Fig.2: inside a supergiant star; the iron core does not fuse into heavier elements.
Iron piles up inside the star and at some point the balance of hydrostatic equilibrium breaks. The gravitational force becomes dominant, causing the star to collapse into itself, imploding at nearly 25% the speed of light leading to an enormous explosion called a supernova. What is left behind is either a neutron star, unimaginably dense, spinning thousands of times per second, or if the original star was massive enough, a black hole.
Fig.3: A fireball in the supernova remnant W49B. with infrared data (red, green) and X-ray data (blue).
Credit: [Caltech/J. Rho, T. Jarrett & NASA/CXC/SSC/J. Keohane et al.]
Lately, some astrophysicists have been suggesting that black holes of non-stellar origin may have formed by immense volumes of interstellar matter accumulating and collapsing in on themselves, creating supermassive black holes that are observed at the centers of large galaxies. Stephen Hawking has also suggested the existence of another type of black holes, known as primordial or mini black holes, which were formed during the big bang (Infoplease.com, n.d.). The idea is that in the early stages of the universe there existed sufficiently dense regions to form black holes; however, astronomers have not yet been able to gather enough evidence for their existence.
Structures of black holes
Black holes exhibit the most extreme embodiment of gravity; they bend light and deform spacetime. Send an astronaut towards it, and gravity would be millions of times more potent on a body part 1 centimeter closer to the black hole than another body part located 1 centimeter away from it. The astronaut would inevitably undergo “spaghettification” as they get pulled in; That is, the strong vertical stretching an object entering the powerful gravitational field of a black hole would experience. Such a strong gravitational tug causes the escape velocity to exceed the speed of light at a critical boundary known as the event horizon; in other words, not even light and other electromagnetic radiation can flee the black hole once they get too close. But how close is too close? In 1916, as he served the German army during the first world war, Karl Schwarzschild estimated the distance from the center of a black hole to the point of no escape; this is known as Schwarzschild radius, and it defines the very edges of the event horizon for us and is directly proportional to the mass of the black hole; for instance, the Schawzschild radius for the supermassive black hole at the center of the Milky Way galaxy is approximately 12 million kilometers! Past the event horizon, you are doomed to be swallowed into the depths of the black hole, the singularity. I am afraid it is impossible to say what lies down there with confidence. Perhaps a volumeless, infinitely dense point similar to the exact conditions in which the big bang occurred. There could lie a possible gateway into a parallel universe. The only thing we know for sure is that we do not know much about the center of a black hole. Gloomy, isn't it?

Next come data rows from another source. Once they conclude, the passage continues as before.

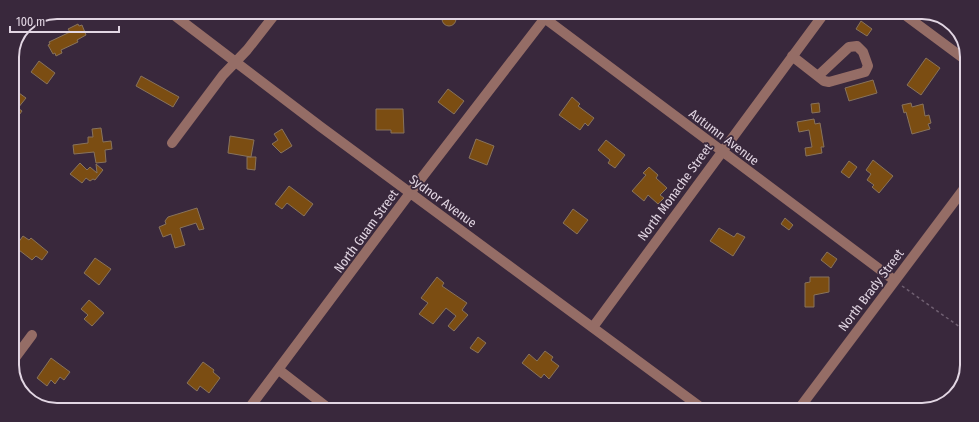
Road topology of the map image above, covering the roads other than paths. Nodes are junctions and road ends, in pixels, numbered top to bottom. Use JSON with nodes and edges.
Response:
{"nodes":[{"id":1,"x":179,"y":19,"type":"edge"},
{"id":2,"x":272,"y":19,"type":"edge"},
{"id":3,"x":541,"y":19,"type":"edge"},
{"id":4,"x":549,"y":19,"type":"edge"},
{"id":5,"x":820,"y":19,"type":"edge"},
{"id":6,"x":910,"y":19,"type":"edge"},
{"id":7,"x":792,"y":56,"type":"junction"},
{"id":8,"x":960,"y":57,"type":"edge"},
{"id":9,"x":235,"y":63,"type":"junction"},
{"id":10,"x":818,"y":76,"type":"junction"},
{"id":11,"x":172,"y":143,"type":"dead end"},
{"id":12,"x":721,"y":151,"type":"junction"},
{"id":13,"x":410,"y":193,"type":"junction"},
{"id":14,"x":960,"y":194,"type":"edge"},
{"id":15,"x":894,"y":280,"type":"junction"},
{"id":16,"x":593,"y":327,"type":"junction"},
{"id":17,"x":32,"y":335,"type":"dead end"},
{"id":18,"x":19,"y":353,"type":"edge"},
{"id":19,"x":279,"y":370,"type":"junction"},
{"id":20,"x":253,"y":403,"type":"edge"},
{"id":21,"x":322,"y":403,"type":"edge"},
{"id":22,"x":695,"y":403,"type":"edge"},
{"id":23,"x":803,"y":403,"type":"edge"}],
"edges":[{"from":1,"to":9,"type":"street","name":"Sydnor Avenue"},
{"from":2,"to":9,"type":"street"},
{"from":3,"to":13,"type":"street","name":"North Guam Street"},
{"from":4,"to":12,"type":"street","name":"Autumn Avenue"},
{"from":5,"to":7,"type":"street","name":"North Monache Street"},
{"from":6,"to":8,"type":"street"},
{"from":7,"to":10,"type":"street"},
{"from":7,"to":12,"type":"street","name":"North Monache Street"},
{"from":9,"to":11,"type":"street"},
{"from":9,"to":13,"type":"street","name":"Sydnor Avenue"},
{"from":10,"to":10,"type":"street"},
{"from":12,"to":15,"type":"street","name":"Autumn Avenue"},
{"from":12,"to":16,"type":"street","name":"North Monache Street"},
{"from":13,"to":16,"type":"street","name":"Sydnor Avenue"},
{"from":13,"to":19,"type":"street","name":"North Guam Street"},
{"from":14,"to":15,"type":"street","name":"North Brady Street"},
{"from":15,"to":23,"type":"street","name":"North Brady Street"},
{"from":16,"to":22,"type":"street","name":"Sydnor Avenue"},
{"from":17,"to":18,"type":"street"},
{"from":19,"to":20,"type":"street","name":"North Guam Street"},
{"from":19,"to":21,"type":"street"}]}
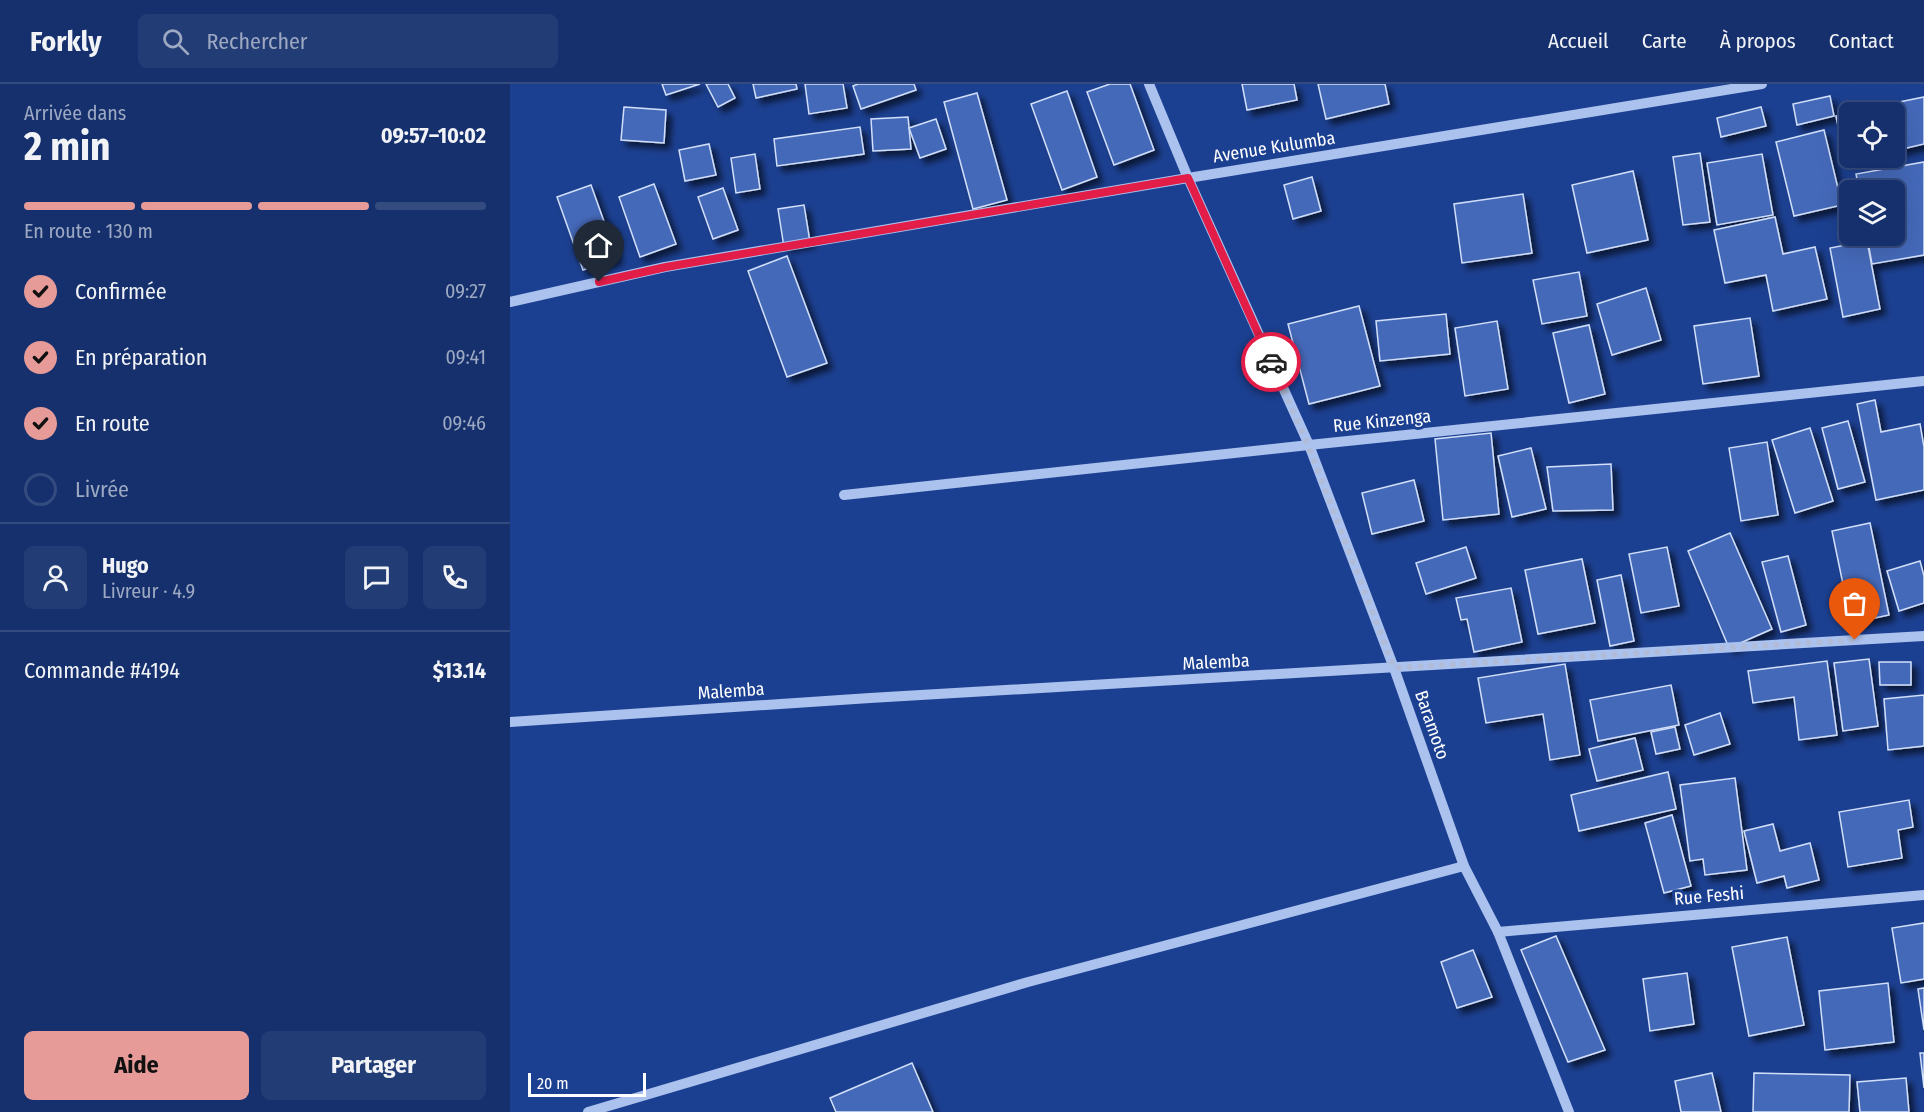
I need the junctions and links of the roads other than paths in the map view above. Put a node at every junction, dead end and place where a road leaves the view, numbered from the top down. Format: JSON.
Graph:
{"nodes":[{"id":1,"x":1149,"y":84,"type":"edge"},
{"id":2,"x":1762,"y":84,"type":"edge"},
{"id":3,"x":1188,"y":178,"type":"junction"},
{"id":4,"x":510,"y":302,"type":"edge"},
{"id":5,"x":1924,"y":381,"type":"edge"},
{"id":6,"x":1308,"y":445,"type":"junction"},
{"id":7,"x":844,"y":495,"type":"dead end"},
{"id":8,"x":1924,"y":636,"type":"edge"},
{"id":9,"x":1394,"y":668,"type":"junction"},
{"id":10,"x":510,"y":722,"type":"edge"},
{"id":11,"x":1464,"y":866,"type":"junction"},
{"id":12,"x":1924,"y":895,"type":"edge"},
{"id":13,"x":1498,"y":932,"type":"junction"},
{"id":14,"x":588,"y":1112,"type":"edge"},
{"id":15,"x":1569,"y":1112,"type":"edge"}],
"edges":[{"from":1,"to":3,"type":"street","name":"Baramoto"},
{"from":2,"to":3,"type":"street","name":"Avenue Kulumba"},
{"from":3,"to":4,"type":"street","name":"Avenue Kulumba"},
{"from":3,"to":6,"type":"street","name":"Baramoto"},
{"from":5,"to":6,"type":"street","name":"Rue Kinzenga"},
{"from":6,"to":7,"type":"street","name":"Rue Kinzenga"},
{"from":6,"to":9,"type":"street","name":"Baramoto"},
{"from":8,"to":9,"type":"street","name":"Malemba"},
{"from":9,"to":10,"type":"street","name":"Malemba"},
{"from":9,"to":11,"type":"street","name":"Baramoto"},
{"from":11,"to":13,"type":"street","name":"Baramoto"},
{"from":11,"to":14,"type":"street"},
{"from":12,"to":13,"type":"street","name":"Rue Feshi"},
{"from":13,"to":15,"type":"street","name":"Baramoto"}]}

Fig.4: basic parts of a black hole
While the facts beyond the event horizon remain a mystery to us, we do know a number of things about black holes thanks to the objects in their proximity. Many black holes have matter orbiting them, the same way stars have planets circling them. In this disc of matter orbiting the black hole, the speed of particles can reach up to half the speed of light and the temperature up to a billion degrees.
Fig.5: distortion of light observable in this simulation of a complete revolution around a black hole and its accretion disk following a path perpendicular to the disk.
Credit: NASA’s Goddard Space Flight Center/Jeremy Schnittman
The black holes continually and violently influence these accretion disks and other sorts of matter (including stars) in their vicinity. These impacts on proximal matter and the way black holes affect the incoming rays of distant sources of light are the only evidence and tools that allow us to ascertain the existence of black holes and study them, since black holes do not reflect light after all.
Fig.6: The image of the galaxy in the background being distorted by the gravity of the black hole, a phenomenon called gravitational lensing.
Spinning supermassive black holes draw charged particles called plasma into their gravitational pull; these particles create a magnetic field that shoots away enormous amounts of energy at speeds close to that of light, travelling thousands of light years into space. This phenomenon creates a huge emission of white hot plasma into the cosmos known as the jet of the black hole.
Fig.7: simulation of the jet of a black hole, blasting away hot plasma into space
Black holes can rotate at a pace up to 90% the speed of light, leading to the development of a ring-shaped singularity. This powerful rotation of the ring singularity warps spacetime with itself, giving birth to a pumpkin-shaped region around the black hole known as the ergosphere. Motionlessness is impossible inside this pumpkin-shaped area surrounding the black hole, a cosmic whirlpool that entirely prevents immobility.
Fig.8: Ergosphere and ring singularity. It is impossible to stay still in the ergosphere!
Credit: Scistemic Team
Hawking radiation
In the 1970s, Stephen Hawking predicted that due to quantum fluctuations, there is a possibility that black holes emit radiation, meaning they slowly decay and lose their mass. Hawking (1975) estimated that this slow emission of radiation would ultimately cause the black hole to disappear by shrinking. These quantum fluctuations occur precisely at the event horizon. According to quantum mechanics, there exist particles in the universe that repeatedly pop into existence and are almost immediately annihilated by their counterparts, the antiparticles. At the event horizon, however, if one of these particles has already surpassed the point of no return, it would be sucked into the black hole, and its counterpart would remain in the universe, surviving the black hole’s pull. Therefore the black hole loses energy by emitting thermal radiation; thus slowly evaporating.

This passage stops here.